Eumicrotremus tartaricus

Scientific classification
- Domain: Eukaryota
- Kingdom: Animalia
- Phylum: Chordata
- Class: Actinopterygii
- Order: Perciformes
- Suborder: Cottoidei
- Family: Cyclopteridae
- Genus: Eumicrotremus
- Species: E. tartaricus
- Binomial name: Eumicrotremus tartaricus Lindberg & Legeza
- Synonyms: Eumicrotremus orbis tartaricus Lindberg & Legeza, 1955;

= Eumicrotremus tartaricus =

- Authority: Lindberg & Legeza
- Synonyms: Eumicrotremus orbis tartaricus Lindberg & Legeza, 1955

Species of lumpfish

Eumicrotremus tartaricus is a species of lumpfish native to the Northwest Pacific.
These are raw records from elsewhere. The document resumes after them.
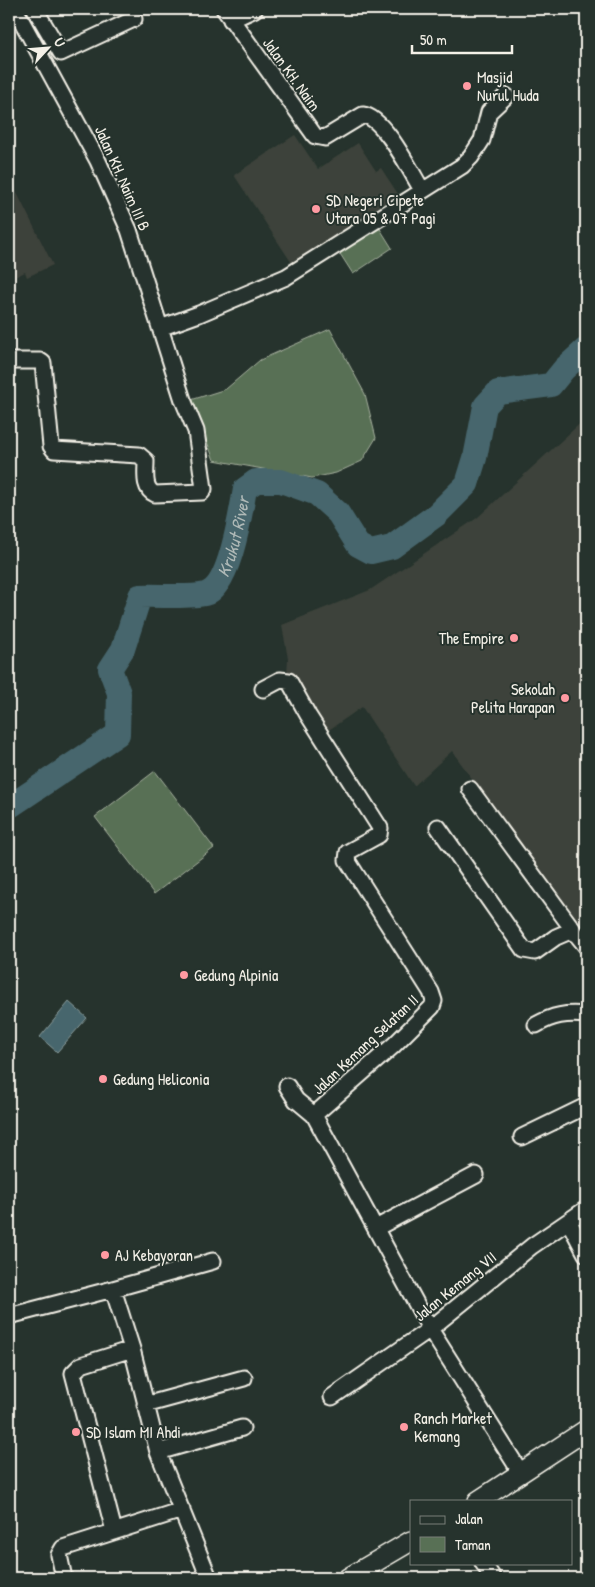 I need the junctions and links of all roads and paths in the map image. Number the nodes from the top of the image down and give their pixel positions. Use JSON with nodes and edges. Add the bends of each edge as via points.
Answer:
{"nodes":[{"id":1,"x":15,"y":9,"type":"edge"},
{"id":2,"x":36,"y":9,"type":"edge"},
{"id":3,"x":255,"y":9,"type":"edge"},
{"id":4,"x":227,"y":14,"type":"edge"},
{"id":5,"x":134,"y":19,"type":"dead end"},
{"id":6,"x":506,"y":96,"type":"dead end"},
{"id":7,"x":422,"y":190,"type":"junction"},
{"id":8,"x":160,"y":328,"type":"junction"},
{"id":9,"x":9,"y":361,"type":"edge"},
{"id":10,"x":263,"y":689,"type":"dead end"},
{"id":11,"x":470,"y":790,"type":"dead end"},
{"id":12,"x":438,"y":827,"type":"dead end"},
{"id":13,"x":582,"y":941,"type":"edge"},
{"id":14,"x":586,"y":1016,"type":"edge"},
{"id":15,"x":536,"y":1025,"type":"dead end"},
{"id":16,"x":288,"y":1086,"type":"dead end"},
{"id":17,"x":586,"y":1106,"type":"edge"},
{"id":18,"x":314,"y":1115,"type":"junction"},
{"id":19,"x":522,"y":1137,"type":"dead end"},
{"id":20,"x":476,"y":1175,"type":"dead end"},
{"id":21,"x":586,"y":1209,"type":"edge"},
{"id":22,"x":568,"y":1222,"type":"junction"},
{"id":23,"x":376,"y":1228,"type":"junction"},
{"id":24,"x":586,"y":1254,"type":"edge"},
{"id":25,"x":213,"y":1261,"type":"dead end"},
{"id":26,"x":113,"y":1289,"type":"junction"},
{"id":27,"x":9,"y":1316,"type":"edge"},
{"id":28,"x":430,"y":1329,"type":"junction"},
{"id":29,"x":132,"y":1349,"type":"junction"},
{"id":30,"x":244,"y":1378,"type":"dead end"},
{"id":31,"x":332,"y":1398,"type":"dead end"},
{"id":32,"x":145,"y":1406,"type":"junction"},
{"id":33,"x":242,"y":1428,"type":"dead end"},
{"id":34,"x":586,"y":1430,"type":"edge"},
{"id":35,"x":158,"y":1452,"type":"junction"},
{"id":36,"x":521,"y":1473,"type":"junction"},
{"id":37,"x":480,"y":1500,"type":"edge"},
{"id":38,"x":182,"y":1510,"type":"junction"},
{"id":39,"x":114,"y":1531,"type":"junction"},
{"id":40,"x":410,"y":1542,"type":"edge"},
{"id":41,"x":484,"y":1564,"type":"edge"},
{"id":42,"x":64,"y":1578,"type":"edge"},
{"id":43,"x":209,"y":1578,"type":"edge"},
{"id":44,"x":348,"y":1578,"type":"edge"},
{"id":45,"x":493,"y":1578,"type":"edge"}],
"edges":[{"from":1,"to":8,"type":"street","name":"Jalan KH. Naim III B","via":[[77,119],[115,195]]},
{"from":2,"to":5,"type":"street","via":[[60,53]]},
{"from":3,"to":4,"type":"street"},
{"from":4,"to":7,"type":"street","name":"Jalan KH. Naim","via":[[315,136],[325,138],[363,115],[369,115],[380,124]]},
{"from":6,"to":7,"type":"street","via":[[489,112],[482,140],[472,157]]},
{"from":7,"to":8,"type":"street","via":[[286,276]]},
{"from":8,"to":9,"type":"street","name":"Jalan KH. Naim III B","via":[[196,430],[204,490],[199,494],[149,492],[143,457],[54,450],[43,363]]},
{"from":10,"to":18,"type":"street","name":"Jalan Kemang Selatan II","via":[[280,680],[289,681],[380,828],[379,835],[348,852],[347,860],[434,1001],[432,1007],[394,1045]]},
{"from":11,"to":13,"type":"street"},
{"from":12,"to":13,"type":"street","via":[[524,950],[535,952],[566,932]]},
{"from":14,"to":15,"type":"street","via":[[567,1013]]},
{"from":16,"to":18,"type":"street","via":[[296,1100]]},
{"from":17,"to":19,"type":"street"},
{"from":18,"to":23,"type":"street","name":"Jalan Kemang Selatan II"},
{"from":20,"to":23,"type":"street"},
{"from":21,"to":22,"type":"street","name":"Jalan Kemang VII"},
{"from":22,"to":24,"type":"street"},
{"from":22,"to":28,"type":"street","name":"Jalan Kemang VII","via":[[532,1246]]},
{"from":23,"to":28,"type":"street","name":"Jalan Kemang Selatan II"},
{"from":25,"to":26,"type":"street"},
{"from":26,"to":27,"type":"street"},
{"from":26,"to":29,"type":"street"},
{"from":28,"to":31,"type":"street","name":"Jalan Kemang VII"},
{"from":28,"to":36,"type":"street","name":"Jalan Kemang Selatan II"},
{"from":29,"to":32,"type":"street"},
{"from":29,"to":39,"type":"street","via":[[81,1365],[73,1373]]},
{"from":30,"to":32,"type":"street"},
{"from":32,"to":35,"type":"street"},
{"from":33,"to":35,"type":"street"},
{"from":34,"to":36,"type":"street"},
{"from":35,"to":38,"type":"street"},
{"from":36,"to":37,"type":"street"},
{"from":38,"to":39,"type":"street"},
{"from":38,"to":43,"type":"street"},
{"from":39,"to":42,"type":"street","via":[[63,1548],[60,1552]]},
{"from":40,"to":44,"type":"street"},
{"from":41,"to":45,"type":"street"}]}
It is known from the Sea of Japan, the Sea of Okhotsk, Peter the Great Bay, and the Pacific coast of the Kuril Islands, where it may be found at a depth range of 20 to 30 m (66 to 98 ft). It has sometimes been considered a subspecies of the Pacific spiny lumpsucker (Eumicrotremus orbis), but it is generally agreed upon that E. tartaricus represents its own distinct species.